- Action item:
The required output is the lines below from the line containing "611,0 624,4 620,17" to the line containing "733,45 731,50 781,62", inclusive, retyped exactly. No other lines belong in it.
:: Source material
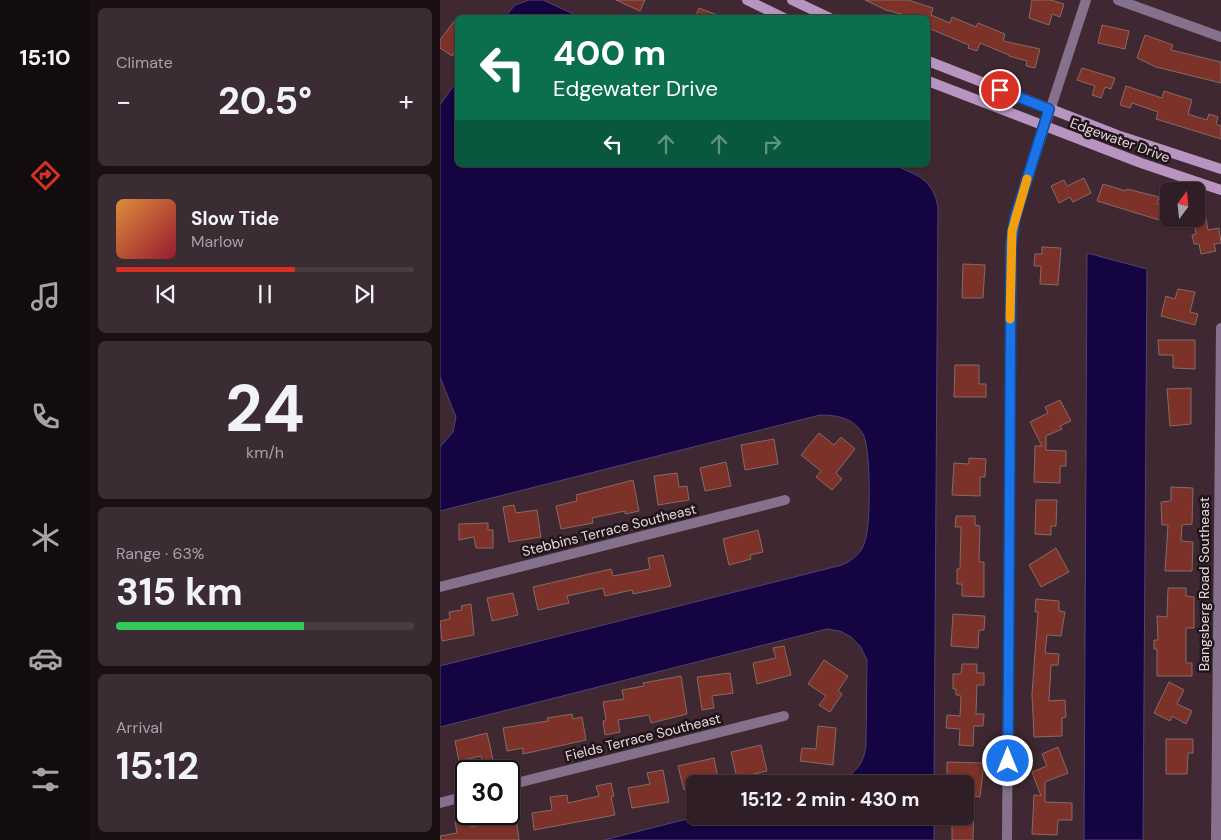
<!DOCTYPE html>
<html lang="en">
<head>
<meta charset="utf-8">
<style>
	:root { --surface:#2f1e25; --page:#3b2b32; --text:#f1f3f6; --muted:#a7a2a7; --line:#4a3c42; --accent:#d93025 }
	body { margin:0; font-family:"DM Sans",sans-serif; background:var(--page); color:var(--text); height:100vh; display:flex; flex-direction:column; font-size:19px; white-space:nowrap }
	* { box-sizing:border-box; margin:0 }
	p { font-size:16px; color:var(--muted) }
	.icon { flex:none; width:28px; height:28px; fill:none; stroke:currentColor; stroke-width:2; stroke-linecap:round; stroke-linejoin:round }
	.map { position:relative; flex:1; overflow:hidden }
	.details { display:flex; flex-direction:column; gap:8px; padding:8px; background:#1a1014; width:350px }
	.details>* { flex:none }
	.guide { position:absolute; left:15px; top:15px; width:475px; height:152px; border-radius:8px; box-shadow:0 1px 4px #0004,0 0 0 1px var(--line); background:#0b6e4f; color:#fff; overflow:hidden }
	.needle { width:32px; rotate:15deg }
	.controls { position:absolute; left:720px; top:182px; display:grid; gap:10px }
	.controls a { display:grid; place-items:center; width:45px; height:45px; border-radius:8px; background:var(--surface); box-shadow:0 1px 4px #0004,0 0 0 1px var(--line); font-size:25px }
	.speed { position:absolute; left:15px; top:760px; display:flex; gap:10px; font-size:25px; font-weight:700; text-align:center }
	.speed>* { display:grid; place-content:center; width:65px; height:65px; border-radius:50%; background:var(--surface); box-shadow:0 1px 4px #0004,0 0 0 1px var(--line); line-height:1 }
	.speed .limit { border:2px solid #111; border-radius:8px; background:#fff; color:#111 }
	.pin { position:absolute; display:grid; place-items:center; width:42px; height:42px; color:#fff; margin:-21px; border:2px solid #fff; border-radius:50%; box-shadow:0 1px 5px #0007 }
	.me { position:absolute; width:55px; margin:-28px; rotate:0deg; stroke-linejoin:round; filter:drop-shadow(0 0 4px #0008) }
	.turn { display:flex; align-items:center; gap:18px; height:105px; padding:0 15px; font-size:22px }
	.turn .icon { width:65px; height:65px; stroke-width:2.5 }
	.turn b { display:block; font-size:35px; line-height:42px }
	.lanes { display:flex; align-items:center; height:48px; padding:0 15px; background:#0003; justify-content:center; gap:25px; direction:ltr }
	.lanes .off { opacity:.35 }
	.big { font-size:38px; font-weight:700; line-height:1.1 }
	.details .tile { flex:1; display:flex; flex-direction:column; justify-content:center; gap:8px; min-width:0; padding:0 18px; border-radius:8px; background:var(--page) }
	.details .dial { align-items:center; gap:0 }
	.dial b { font-size:65px; line-height:1 }
	.song { display:flex; align-items:center; gap:15px }
	.cover { width:60px; height:60px; border-radius:8px; background:linear-gradient(135deg,hsl(30 70% 55%),hsl(350 70% 35%)) }
	.played { height:5px; border-radius:2px; background:linear-gradient(90deg,var(--accent) 60%,var(--line) 60%) }
	.keys { display:flex; justify-content:space-around; direction:ltr }
	.heat { display:flex; justify-content:space-between; align-items:center; font-size:28px; direction:ltr }
	.charge { height:8px; border-radius:4px; background:linear-gradient(90deg,#34c759 63%,var(--line) 0) }
	.trip { position:absolute; left:246px; top:775px; width:288px; height:50px; border-radius:8px; background:var(--surface); box-shadow:0 1px 4px #0004,0 0 0 1px var(--line); font-weight:700; line-height:50px; text-align:center }
	main { display:flex; flex:1; min-height:0 }
	.menu { display:flex; flex-direction:column; width:90px; justify-content:space-around; align-items:center; background:#130c0f; color:var(--muted) }
	.menu .icon { width:35px; height:35px }
	.menu .on { color:var(--accent) }
	.menu b { font-size:22px; color:var(--text) }
	.map>svg:first-child { display:block }
	.water { fill:#150442; stroke:#534370 }
	.building { fill:#7c3229; stroke:#866a66 }
	.lines { fill:none; stroke-linecap:round; stroke-linejoin:round }
	.street { stroke:#86718c; stroke-width:10 }
	.secondary { stroke:#b795c0; stroke-width:10 }
	.route-casing { stroke:#114b97; stroke-width:12 }
	.route { stroke:#1a73e8; stroke-width:9 }
	.slow { stroke:#f59e0b; stroke-width:9 }
	.labels { text-anchor:middle; dominant-baseline:central; stroke-width:5; stroke-linejoin:round; paint-order:stroke }
	.street-label { font-size:14px; fill:#e5d6dc; stroke:#1f1519 }
</style>
</head>
<body>
<main>
<nav class="menu">
<b>15:10</b>
<svg class="icon on" aria-label="directions" viewBox="0 0 24 24"><path d="M12 3l9 9-9 9-9-9zM9 14v-3h6M13 9l2 2-2 2"/></svg>
<svg class="icon" aria-label="music" viewBox="0 0 24 24"><path d="M9 18V5l10-2v13"/><circle cx="6" cy="18" r="3"/><circle cx="16" cy="16" r="3"/></svg>
<svg class="icon" aria-label="phone" viewBox="0 0 24 24"><path d="M5 4h4l2 5-3 2q2 4 5 5l2-3 5 2v4C11 20 4 13 5 4z"/></svg>
<svg class="icon" aria-label="climate" viewBox="0 0 24 24"><path d="M12 3v18M4 7l16 10M4 17L20 7"/></svg>
<svg class="icon" aria-label="car" viewBox="0 0 24 24"><path d="M5 17H2v-5l4-1 3-4h7l3 4 3 1v5h-3M9 17h6M6 11h13"/><circle cx="7" cy="17" r="2"/><circle cx="17" cy="17" r="2"/></svg>
<svg class="icon" aria-label="filters" viewBox="0 0 24 24"><path d="M4 7h16M4 17h16"/><circle cx="9" cy="7" r="2"/><circle cx="15" cy="17" r="2"/></svg>
</nav>
<section class="details">
<div class="tile"><p>Climate</p>
<div class="heat"><a>−</a><b class="big">20.5°</b><a>+</a></div>
</div>
<div class="tile">
<div class="song"><i class="cover"></i><div><b>Slow Tide</b><p>Marlow</p></div></div>
<div class="played"></div>
<div class="keys"><svg class="icon" aria-label="previous" viewBox="0 0 24 24"><path d="M18 5L8 12l10 7zM5 5v14"/></svg><svg class="icon" aria-label="pause" viewBox="0 0 24 24"><path d="M8 5v14M16 5v14"/></svg><svg class="icon" aria-label="next" viewBox="0 0 24 24"><path d="M6 5l10 7-10 7zM19 5v14"/></svg></div>
</div>
<div class="tile dial"><b>24</b><p>km/h</p></div>
<div class="tile"><p>Range · 63%</p><b class="big">315 km</b><div class="charge"></div></div>
<div class="tile"><p>Arrival</p><b class="big">15:12</b></div>
</section>
<div class="map">
<svg width="781" height="840" viewBox="0 0 781 840">
	<rect width="100%" height="100%" fill="#3f2831"/>
	<!-- water -->
	<g class="water">
		<polygon points="89,0 103,0 140,17 65,17 75,5"/>
		<path d="M17 81 18 165H454C477 175 493 179 498 207L494 784H388C410 778 423 769 426 746L427 660 420 646 411 637 400 631 387 629 0 727V666L402 565C413 560 422 553 425 541 431 525 431 448 423 434 414 418 397 415 380 415L0 511V447L13 432 16 417 0 377V105Z"/>
		<polygon points="647,253 707,269 703,840 644,840"/>
		<polygon points="259,816 494,816 494,840 164,840"/>
	</g>
	<!-- building -->
	<g class="building">
		<polygon points="176,0 205,0 200,11"/>
		<polygon points="425,0 468,0 493,8 491,15 510,23 512,17 536,27 538,23 565,34 563,41 600,49 595,68 586,66 587,61 569,56 569,55 540,43 537,51 528,48 529,45 488,28 488,18 476,18 446,10"/>
		<polygon points="592,0 611,0 624,4 620,17 612,14 609,25 589,18"/>
		<polygon points="259,8 283,17 283,18 255,18"/>
		<polygon points="18,16 18,48 12,56 0,48 0,40"/>
		<polygon points="662,25 689,31 685,49 658,43"/>
		<polygon points="705,35 733,45 731,50 781,62 781,83 716,67 697,58"/>
		<polygon points="642,68 675,78 671,89 665,87 661,98 652,95 655,86 637,80"/>
		<polygon points="686,86 722,98 724,91 752,100 748,114 767,120 769,114 778,117 776,124 781,126 781,139 716,119 718,112 692,103 690,108 680,105"/>
		<polygon points="644,178 651,193 633,202 630,197 619,203 611,186 624,180 627,186"/>
		<polygon points="663,184 686,191 687,189 719,197 717,204 729,207 729,223 657,201"/>
		<polygon points="765,214 768,230 779,228 781,243 774,244 776,251 761,254 759,244 754,244 752,235 756,234 753,219"/>
		<polygon points="602,247 621,248 618,285 600,284 601,266 594,266 595,254 602,254"/>
		<polygon points="523,264 545,265 543,298 522,298"/>
		<polygon points="738,289 755,292 750,312 758,314 755,325 721,316 726,296 735,299"/>
		<polygon points="718,340 755,340 755,369 733,368 733,355 719,355"/>
		<polygon points="515,365 539,365 539,384 546,384 546,397 514,397"/>
		<polygon points="751,388 751,424 730,426 727,389"/>
		<polygon points="620,400 631,421 620,426 622,429 606,436 606,450 626,451 626,466 620,466 620,483 594,482 595,446 602,446 590,422 608,413 605,407"/>
		<polygon points="379,433 394,445 401,437 415,449 396,473 402,479 392,490 376,477 381,471 361,455"/>
		<polygon points="334,439 338,464 305,470 301,445"/>
		<polygon points="529,458 546,459 545,477 540,477 540,496 512,495 514,463 529,464"/>
		<polygon points="286,462 291,486 265,491 260,468"/>
		<polygon points="237,473 239,487 247,486 249,500 218,505 214,476"/>
		<polygon points="193,480 199,511 185,514 185,511 152,518 153,523 121,529 116,506 137,501 136,495"/>
		<polygon points="731,487 753,488 752,524 742,525 741,541 753,542 752,571 725,571 728,525 722,525 721,502 731,501"/>
		<polygon points="596,500 617,500 616,526 611,526 611,535 595,534"/>
		<polygon points="74,505 76,513 97,510 101,537 69,542 63,507"/>
		<polygon points="516,516 535,516 535,525 540,526 539,562 544,562 544,597 522,596 522,584 517,584 517,569 520,569 521,527 515,527"/>
		<polygon points="48,523 48,530 53,530 53,548 36,548 34,537 19,540 19,524"/>
		<polygon points="318,530 323,552 310,555 311,559 289,565 283,539"/>
		<polygon points="616,548 629,572 601,587 589,565"/>
		<polygon points="223,555 231,586 193,594 192,590 165,596 163,588 127,596 129,603 98,610 93,587 171,569 173,576 210,569 208,558"/>
		<polygon points="728,588 746,588 746,596 754,597 754,628 746,628 746,663 752,663 752,676 717,676 717,649 714,649 714,640 718,640 717,616 727,617"/>
		<polygon points="73,593 78,615 52,621 47,598"/>
		<polygon points="596,599 619,601 619,611 625,612 621,636 607,635 605,653 619,654 618,665 611,665 609,701 625,700 626,717 622,718 622,736 594,737 592,694 598,612 595,612"/>
		<polygon points="31,604 34,635 2,641 0,621 10,619 9,612 22,610 21,606"/>
		<polygon points="513,614 545,616 544,630 539,630 538,648 511,646"/>
		<polygon points="344,646 351,675 317,684 313,663 336,658 333,648"/>
		<polygon points="384,660 408,676 398,691 402,694 390,712 379,705 386,696 368,684"/>
		<polygon points="522,664 537,664 537,673 544,673 544,685 537,685 536,714 544,714 543,726 534,726 533,746 519,745 520,729 506,728 507,715 520,716 521,698 520,695 516,695 516,689 513,689 513,674 521,674"/>
		<polygon points="290,673 293,693 272,696 274,708 262,710 257,677"/>
		<polygon points="241,676 247,714 211,723 209,715 178,720 180,732 165,735 163,721 166,720 163,702 184,699 182,690 204,686 203,683"/>
		<polygon points="729,682 744,690 737,704 752,711 746,724 732,716 730,721 714,713"/>
		<polygon points="132,714 133,719 142,717 146,740 83,754 83,748 67,751 63,728 108,721 107,718"/>
		<polygon points="378,726 396,728 393,765 360,761 362,748 376,749"/>
		<polygon points="47,733 54,764 44,766 41,756 19,761 15,741"/>
		<polygon points="726,739 753,739 753,753 748,753 747,774 726,774"/>
		<polygon points="321,745 327,771 297,778 291,752"/>
		<polygon points="618,747 628,773 605,782 605,802 632,803 632,820 618,820 617,835 592,834 594,795 601,796 592,772 607,766 602,754"/>
		<polygon points="274,758 279,784 255,784 255,788 244,790 238,766"/>
		<polygon points="507,762 544,763 540,797 534,796 533,840 512,840 512,816 525,816 525,784 514,784 514,778 507,778"/>
		<polygon points="223,770 229,802 192,808 188,788 210,784 207,773"/>
		<polygon points="171,783 174,796 171,797 175,815 94,830 92,813 112,810 110,797 127,795 128,803 159,796 156,786"/>
		<polygon points="73,795 79,840 1,840 0,836 17,833 15,821 29,818 31,827 63,821 61,814 69,814 69,796"/>
	</g>
	<g class="lines">
		<!-- street -->
		<g class="street">
			<polyline points="678,0 781,37"/>
			<polyline points="0,587 345,500"/>
			<polyline points="69,785 344,716"/>
			<polyline points="0,803 26,796"/>
			<polyline points="567,840 571,244 575,218 646,0"/>
			<polyline points="776,840 781,328"/>
		</g>
		<!-- secondary -->
		<g class="secondary">
			<polyline points="307,0 344,18"/>
			<polyline points="352,0 390,18"/>
			<polyline points="488,61 677,135 781,169"/>
			<polyline points="488,81 701,163 781,190"/>
		</g>
	</g>
	<g class="lines">
		<defs>
			<polyline id="route" points="560,90 609,109 575,218 571,244 568,761"/>
		</defs>
		<!-- route casing -->
		<use href="#route" class="route-casing"/>
		<!-- route -->
		<use href="#route" class="route"/>
		<!-- slow -->
		<polyline class="slow" points="570,319 572,231 587,179"/>
	</g>
	<g class="labels">
		<!-- street labels -->
		<g class="street-label">
			<text transform="translate(680 140) rotate(20)">Edgewater Drive</text>
			<text transform="translate(169 530) rotate(-14)">Stebbins Terrace Southeast</text>
			<text transform="translate(764 584) rotate(-90)">Bangsberg Road Southeast</text>
			<text transform="translate(203 737) rotate(-14)">Fields Terrace Southeast</text>
		</g>
	</g>
</svg>
<div class="controls">
<a><svg class="needle" viewBox="-14 -14 28 28"><path d="M0-13l5 13h-10z" fill="#e53935"/><path d="M0 13l5-13h-10z" fill="#a7a2a7"/></svg></a>
</div>
<div class="speed"><div class="limit">30</div></div>
<div class="pin" style="left:560px;top:90px;background:#d93025"><svg class="icon" aria-label="arrive" viewBox="0 0 24 24"><path d="M6 21V4h12l-3 4 3 4H6"/></svg></div>
<svg class="me" style="left:568px;top:761px" viewBox="-20 -20 40 40"><circle r="17" fill="#1a73e8" stroke="#fff" stroke-width="3"/><path d="M0-11L8 9 0 5-8 9z" fill="#fff"/></svg>
<div class="trip">15:12 · 2 min · 430 m</div>
<div class="guide">
<div class="turn"><svg class="icon" aria-label="left" viewBox="0 0 24 24"><path d="M17 20v-9H6M10 6l-5 5 5 5"/></svg><div><b>400 m</b>Edgewater Drive</div></div>
<div class="lanes"><svg class="icon" aria-label="left" viewBox="0 0 24 24"><path d="M17 20v-9H6M10 6l-5 5 5 5"/></svg><svg class="icon off" aria-label="ahead" viewBox="0 0 24 24"><path d="M12 20V5M6 11l6-6 6 6"/></svg><svg class="icon off" aria-label="ahead" viewBox="0 0 24 24"><path d="M12 20V5M6 11l6-6 6 6"/></svg><svg class="icon off" aria-label="right" viewBox="0 0 24 24"><path d="M7 20v-9h11M14 6l5 5-5 5"/></svg></div>
</div>
</div>
</main>
</body>
</html>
::::
- Your response:
		<polygon points="592,0 611,0 624,4 620,17 612,14 609,25 589,18"/>
		<polygon points="259,8 283,17 283,18 255,18"/>
		<polygon points="18,16 18,48 12,56 0,48 0,40"/>
		<polygon points="662,25 689,31 685,49 658,43"/>
		<polygon points="705,35 733,45 731,50 781,62 781,83 716,67 697,58"/>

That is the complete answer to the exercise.